By twenty-seven You were expected to quaff the realization of The Great distinction between the corpse’s touch & the startling novel of the flesh.
You have surpassed that constellation now by six years.
Now, at thirty-three, straight as a gate, clean as a glazed bullet, neat as a pin, You laugh at this morbid pronouncement handed down to You with such surety, such wisdom, with such a hard-tuned finality that You had started to believe in the audible hallucination of Your preemptive parting over, like well-trained hair.
But You can still hear them, their voices. They mimicked one another: a singular facsimile of sage sound echoing through a fixed loop in space, over & over – the message always the same like traffic lights. Their mouths would invariably shape the object of concern, and with a gaping intensity of terrified sincerity, would illicit:
“You’ve got to stop. All the Drinking. The drugs. Lord, You’re out of control. What’s the difference between this and straight up suicide?”

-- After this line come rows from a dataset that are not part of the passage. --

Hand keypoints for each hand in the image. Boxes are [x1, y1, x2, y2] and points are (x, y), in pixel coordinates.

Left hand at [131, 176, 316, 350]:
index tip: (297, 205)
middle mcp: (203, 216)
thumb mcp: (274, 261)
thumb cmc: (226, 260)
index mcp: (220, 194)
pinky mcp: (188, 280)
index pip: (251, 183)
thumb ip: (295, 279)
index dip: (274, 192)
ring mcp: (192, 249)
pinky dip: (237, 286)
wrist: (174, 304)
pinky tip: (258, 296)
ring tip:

& You remember how, some of the time, on the lighter days when heaven refused to peel back the fabric of its origin – & how you would affix Your ears so gingerly against their coarse-grained tongues it could’ve been a stunning cradle – You would smile in return, Your response, a thanking gesture for their botheration.
Most of the time, though, You would set Your gaze onto theirs, peer from out Your stony reality & answer them with a decadent silence fat as Addiction. Because what they didn’t know, through their gossamer wisdom & concern, was that at the edge of it all, sat The Great Soft Suicide Machine, clicking Its sharp patience, a razor blade being tapped against a pearly tooth.

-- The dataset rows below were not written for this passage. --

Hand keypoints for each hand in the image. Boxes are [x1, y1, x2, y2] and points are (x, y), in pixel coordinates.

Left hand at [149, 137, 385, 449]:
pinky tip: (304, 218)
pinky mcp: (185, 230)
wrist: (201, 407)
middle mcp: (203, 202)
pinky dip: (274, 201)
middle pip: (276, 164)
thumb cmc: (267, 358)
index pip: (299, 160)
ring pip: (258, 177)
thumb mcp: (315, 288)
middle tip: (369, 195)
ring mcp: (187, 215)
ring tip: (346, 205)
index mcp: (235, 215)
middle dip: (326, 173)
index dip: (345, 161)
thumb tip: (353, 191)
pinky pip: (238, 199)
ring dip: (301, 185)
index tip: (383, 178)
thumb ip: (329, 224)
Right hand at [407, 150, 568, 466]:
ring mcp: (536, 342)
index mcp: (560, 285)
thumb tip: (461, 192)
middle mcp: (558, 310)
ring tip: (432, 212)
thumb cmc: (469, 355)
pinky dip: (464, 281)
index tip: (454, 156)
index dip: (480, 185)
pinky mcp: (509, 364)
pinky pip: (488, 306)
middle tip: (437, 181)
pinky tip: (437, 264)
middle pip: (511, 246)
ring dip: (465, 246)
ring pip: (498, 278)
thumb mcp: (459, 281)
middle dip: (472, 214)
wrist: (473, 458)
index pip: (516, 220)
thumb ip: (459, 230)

What they didn’t know through, what – their shallow perception, was that It was ubiquitous; alive, deep between the pages of the books You read & lived with. It gaped from out the keys of Your typewriter, dead-glaring stupidly like eye-balls securely fixed in a Bell jar. That it oozed suspiciously from the edges of Your pen as You wrote Your poems & pantomimed Your shadow during open mic performances. What they didn’t know is that It was always first in line last to leave never to clap. Only clicking Its fantastic patience. Constant Death rattles.
You see now, because You’ve started to hear it click click click again, that they had it wrong. You know that The Drinking made It malleable, like hot rubber. The Cocaine sweetened Its taste: Your nose became a leaky faucet that dripped pure essence of awareness into the cup of Your soured, clenched throat. All of it shadowed the meat of it down to merry moppets You could easily conceal, say, in a pocket or a bad dream, but what’s the difference? Their reasoning was flawed, reversed & scattered stuck in the mesh of the state of State dependent learning. At the root of it all, they had it so wrong You couldn’t – & can’t – untie Your knotted tongue; couldn’t - & can’t – control Your queasy heart from palpitating from out Your chest like a throbbing Nova: their reality wouldn’t allow it, but instead, welcomed only the soft body of complete surrender & resignation.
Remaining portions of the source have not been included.